ACTIVITY → Your response must be the entire set of entries, reproduced word for word.
>>>>>
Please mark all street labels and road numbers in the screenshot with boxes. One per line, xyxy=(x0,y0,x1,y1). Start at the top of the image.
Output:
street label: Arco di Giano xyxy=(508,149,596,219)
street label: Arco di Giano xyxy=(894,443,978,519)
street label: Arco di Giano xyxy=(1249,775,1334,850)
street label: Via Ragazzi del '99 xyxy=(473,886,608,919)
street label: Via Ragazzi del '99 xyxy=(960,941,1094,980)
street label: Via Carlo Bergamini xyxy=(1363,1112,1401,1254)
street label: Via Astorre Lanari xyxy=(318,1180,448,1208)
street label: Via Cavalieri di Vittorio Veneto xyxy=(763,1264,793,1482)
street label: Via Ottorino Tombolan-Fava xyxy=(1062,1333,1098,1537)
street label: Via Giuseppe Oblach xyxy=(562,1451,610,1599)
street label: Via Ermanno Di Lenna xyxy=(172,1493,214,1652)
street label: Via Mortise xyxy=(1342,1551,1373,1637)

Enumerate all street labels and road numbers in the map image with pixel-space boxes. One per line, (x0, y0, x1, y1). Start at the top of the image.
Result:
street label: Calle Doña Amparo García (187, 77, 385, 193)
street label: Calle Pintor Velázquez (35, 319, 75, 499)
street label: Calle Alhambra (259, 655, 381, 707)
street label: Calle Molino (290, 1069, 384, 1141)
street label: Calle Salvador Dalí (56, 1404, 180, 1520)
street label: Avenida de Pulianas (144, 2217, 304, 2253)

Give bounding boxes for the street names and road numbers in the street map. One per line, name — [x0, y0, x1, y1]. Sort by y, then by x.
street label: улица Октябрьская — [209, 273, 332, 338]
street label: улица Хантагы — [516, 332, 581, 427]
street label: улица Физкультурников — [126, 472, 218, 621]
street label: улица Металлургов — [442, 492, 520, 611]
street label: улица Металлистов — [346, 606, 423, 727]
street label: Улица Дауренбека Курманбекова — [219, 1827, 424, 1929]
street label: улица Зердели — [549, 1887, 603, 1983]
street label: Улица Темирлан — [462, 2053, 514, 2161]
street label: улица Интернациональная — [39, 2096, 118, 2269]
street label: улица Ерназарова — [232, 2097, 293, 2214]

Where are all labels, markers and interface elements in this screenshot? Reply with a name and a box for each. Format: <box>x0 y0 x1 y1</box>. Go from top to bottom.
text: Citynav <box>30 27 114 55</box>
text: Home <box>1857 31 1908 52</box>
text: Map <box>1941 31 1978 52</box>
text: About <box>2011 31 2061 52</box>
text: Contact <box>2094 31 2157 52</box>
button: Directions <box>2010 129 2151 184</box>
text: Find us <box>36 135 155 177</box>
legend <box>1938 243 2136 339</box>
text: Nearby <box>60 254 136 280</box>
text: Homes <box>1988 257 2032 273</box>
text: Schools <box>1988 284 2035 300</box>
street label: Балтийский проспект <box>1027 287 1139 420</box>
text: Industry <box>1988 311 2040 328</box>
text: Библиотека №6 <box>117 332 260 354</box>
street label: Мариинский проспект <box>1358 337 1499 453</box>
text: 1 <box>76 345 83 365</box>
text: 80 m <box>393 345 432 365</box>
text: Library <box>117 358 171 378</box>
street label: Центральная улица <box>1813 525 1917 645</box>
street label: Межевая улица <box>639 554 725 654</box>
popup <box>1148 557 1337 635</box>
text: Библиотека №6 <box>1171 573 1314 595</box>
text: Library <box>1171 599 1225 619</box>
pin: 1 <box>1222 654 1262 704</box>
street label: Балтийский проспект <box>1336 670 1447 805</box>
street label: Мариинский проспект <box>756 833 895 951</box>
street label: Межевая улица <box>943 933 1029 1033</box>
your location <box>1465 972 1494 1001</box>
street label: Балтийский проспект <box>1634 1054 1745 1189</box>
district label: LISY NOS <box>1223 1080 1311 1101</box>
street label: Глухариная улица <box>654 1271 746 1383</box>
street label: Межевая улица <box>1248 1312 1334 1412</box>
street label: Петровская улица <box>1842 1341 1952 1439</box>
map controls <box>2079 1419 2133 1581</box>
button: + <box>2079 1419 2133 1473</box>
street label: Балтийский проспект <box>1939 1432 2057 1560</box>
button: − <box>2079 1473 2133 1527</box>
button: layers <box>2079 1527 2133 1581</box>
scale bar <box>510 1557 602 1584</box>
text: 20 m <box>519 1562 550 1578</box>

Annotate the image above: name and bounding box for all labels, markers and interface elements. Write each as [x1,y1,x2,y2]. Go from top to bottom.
<<<<<
TASK OUTPUT →
Please mark all street labels and road numbers in the screenshot with boxes. One per line, xyxy=(x0,y0,x1,y1). Start at the top of the image.
Output:
street label: Arco di Giano xyxy=(508,149,596,219)
street label: Arco di Giano xyxy=(894,443,978,519)
street label: Arco di Giano xyxy=(1249,775,1334,850)
street label: Via Ragazzi del '99 xyxy=(473,886,608,919)
street label: Via Ragazzi del '99 xyxy=(960,941,1094,980)
street label: Via Carlo Bergamini xyxy=(1363,1112,1401,1254)
street label: Via Astorre Lanari xyxy=(318,1180,448,1208)
street label: Via Cavalieri di Vittorio Veneto xyxy=(763,1264,793,1482)
street label: Via Ottorino Tombolan-Fava xyxy=(1062,1333,1098,1537)
street label: Via Giuseppe Oblach xyxy=(562,1451,610,1599)
street label: Via Ermanno Di Lenna xyxy=(172,1493,214,1652)
street label: Via Mortise xyxy=(1342,1551,1373,1637)

Enumerate all street labels and road numbers in the map image with pixel-space boxes. One per line, (x0, y0, x1, y1). Start at the top of the image.
Result:
street label: Calle Doña Amparo García (187, 77, 385, 193)
street label: Calle Pintor Velázquez (35, 319, 75, 499)
street label: Calle Alhambra (259, 655, 381, 707)
street label: Calle Molino (290, 1069, 384, 1141)
street label: Calle Salvador Dalí (56, 1404, 180, 1520)
street label: Avenida de Pulianas (144, 2217, 304, 2253)

Give bounding boxes for the street names and road numbers in the street map. One per line, name — [x0, y0, x1, y1]. Sort by y, then by x.
street label: улица Октябрьская — [209, 273, 332, 338]
street label: улица Хантагы — [516, 332, 581, 427]
street label: улица Физкультурников — [126, 472, 218, 621]
street label: улица Металлургов — [442, 492, 520, 611]
street label: улица Металлистов — [346, 606, 423, 727]
street label: Улица Дауренбека Курманбекова — [219, 1827, 424, 1929]
street label: улица Зердели — [549, 1887, 603, 1983]
street label: Улица Темирлан — [462, 2053, 514, 2161]
street label: улица Интернациональная — [39, 2096, 118, 2269]
street label: улица Ерназарова — [232, 2097, 293, 2214]

Where are all labels, markers and interface elements in this screenshot? Reply with a name and a box for each. Format: <box>x0 y0 x1 y1</box>. Go from top to bottom.
text: Citynav <box>30 27 114 55</box>
text: Home <box>1857 31 1908 52</box>
text: Map <box>1941 31 1978 52</box>
text: About <box>2011 31 2061 52</box>
text: Contact <box>2094 31 2157 52</box>
button: Directions <box>2010 129 2151 184</box>
text: Find us <box>36 135 155 177</box>
legend <box>1938 243 2136 339</box>
text: Nearby <box>60 254 136 280</box>
text: Homes <box>1988 257 2032 273</box>
text: Schools <box>1988 284 2035 300</box>
street label: Балтийский проспект <box>1027 287 1139 420</box>
text: Industry <box>1988 311 2040 328</box>
text: Библиотека №6 <box>117 332 260 354</box>
street label: Мариинский проспект <box>1358 337 1499 453</box>
text: 1 <box>76 345 83 365</box>
text: 80 m <box>393 345 432 365</box>
text: Library <box>117 358 171 378</box>
street label: Центральная улица <box>1813 525 1917 645</box>
street label: Межевая улица <box>639 554 725 654</box>
popup <box>1148 557 1337 635</box>
text: Библиотека №6 <box>1171 573 1314 595</box>
text: Library <box>1171 599 1225 619</box>
pin: 1 <box>1222 654 1262 704</box>
street label: Балтийский проспект <box>1336 670 1447 805</box>
street label: Мариинский проспект <box>756 833 895 951</box>
street label: Межевая улица <box>943 933 1029 1033</box>
your location <box>1465 972 1494 1001</box>
street label: Балтийский проспект <box>1634 1054 1745 1189</box>
district label: LISY NOS <box>1223 1080 1311 1101</box>
street label: Глухариная улица <box>654 1271 746 1383</box>
street label: Межевая улица <box>1248 1312 1334 1412</box>
street label: Петровская улица <box>1842 1341 1952 1439</box>
map controls <box>2079 1419 2133 1581</box>
button: + <box>2079 1419 2133 1473</box>
street label: Балтийский проспект <box>1939 1432 2057 1560</box>
button: − <box>2079 1473 2133 1527</box>
button: layers <box>2079 1527 2133 1581</box>
scale bar <box>510 1557 602 1584</box>
text: 20 m <box>519 1562 550 1578</box>

Annotate the image above: name and bounding box for all labels, markers and interface elements. Write each as [x1,y1,x2,y2]. Go from top to bottom.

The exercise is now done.